Measure, plan, deploy and measure again. This is how we set up robust Wi-Fi infrastructures.
When it comes to Wi-Fi, buying an access point at the electronics store next door and installing it on the desk in the middle of the office works only for small spaces and still, there is no guarantees that it will work properly.
For bigger places like whole office buildings or warehouses, it is required to carry a study in order to define the most efficient locations for the access points. Setting up a whole Wi-Fi infrastructure without any survey leave the door open to bad signal coverage and interferences.
The Wi-Fi planning survey is the first step of any serious Wi-Fi installation. Its main purpose it to help define the location of the access points using many indicators, the most commonly used being :
Received signal strength indicator (RSSI) is a measurement of the power present in a received radio signal. The survey help to simulate the access points and measure the end devices RSSI. A signal of more than -70 dBm is considered enough.
Signal-to-noise ratio (SNR or S/N) is a measure used to compare the level of a desired signal to the level of background noise. SNR is defined as the ratio of signal power to the noise power, often expressed in decibels. A SNR of 20 dB is a healthy value for wireless LANs, more than 40 dB is an excellent signal.

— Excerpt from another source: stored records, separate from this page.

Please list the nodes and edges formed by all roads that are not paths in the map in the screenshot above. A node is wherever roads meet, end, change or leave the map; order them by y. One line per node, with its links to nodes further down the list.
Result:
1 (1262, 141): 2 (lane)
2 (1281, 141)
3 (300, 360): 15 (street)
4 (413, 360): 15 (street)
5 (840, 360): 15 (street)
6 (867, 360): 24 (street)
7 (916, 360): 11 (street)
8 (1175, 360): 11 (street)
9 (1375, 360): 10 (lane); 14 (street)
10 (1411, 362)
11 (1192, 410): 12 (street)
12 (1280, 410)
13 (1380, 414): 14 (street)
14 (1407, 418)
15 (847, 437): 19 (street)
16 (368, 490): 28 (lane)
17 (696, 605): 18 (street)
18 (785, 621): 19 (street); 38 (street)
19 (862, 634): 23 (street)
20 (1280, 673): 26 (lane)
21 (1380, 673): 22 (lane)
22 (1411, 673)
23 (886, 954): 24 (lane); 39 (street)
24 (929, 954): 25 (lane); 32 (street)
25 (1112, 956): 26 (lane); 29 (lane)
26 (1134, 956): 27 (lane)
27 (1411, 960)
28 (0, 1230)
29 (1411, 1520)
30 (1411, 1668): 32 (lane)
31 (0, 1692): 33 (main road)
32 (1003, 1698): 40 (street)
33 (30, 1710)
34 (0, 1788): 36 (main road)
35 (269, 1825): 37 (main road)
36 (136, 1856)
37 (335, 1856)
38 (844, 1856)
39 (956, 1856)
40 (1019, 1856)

Adjacent-channel interference (ACI) refers to degradation of performance resulting from overlapping frequency space that occurs due to an improper channel reuse design. If ACI does exist, the transmitted frames will become corrupted, the receivers will not send ACKs and L2 retransmissions will increase.
Co-channel interference (CCI) is crosstalk of two different access points using the same channel. It causes medium contention and network overhead and will result for the end user in a very slow network access.
With the planning survey results, we can set up the cabling, prepare the Wi-Fi controllers and access points and perform the first tests. If the planning and client requirements analysis were done properly, this phase is pretty straightforward as it just consists of following a list of well defined steps.
Once the cabling is done, the access points are up and running and everything is configured properly, a validation survey is required in order to confirm the whole infrastructure is working as expected. If anything is wrong, we either correct it or go back to the planning step, depending on the case.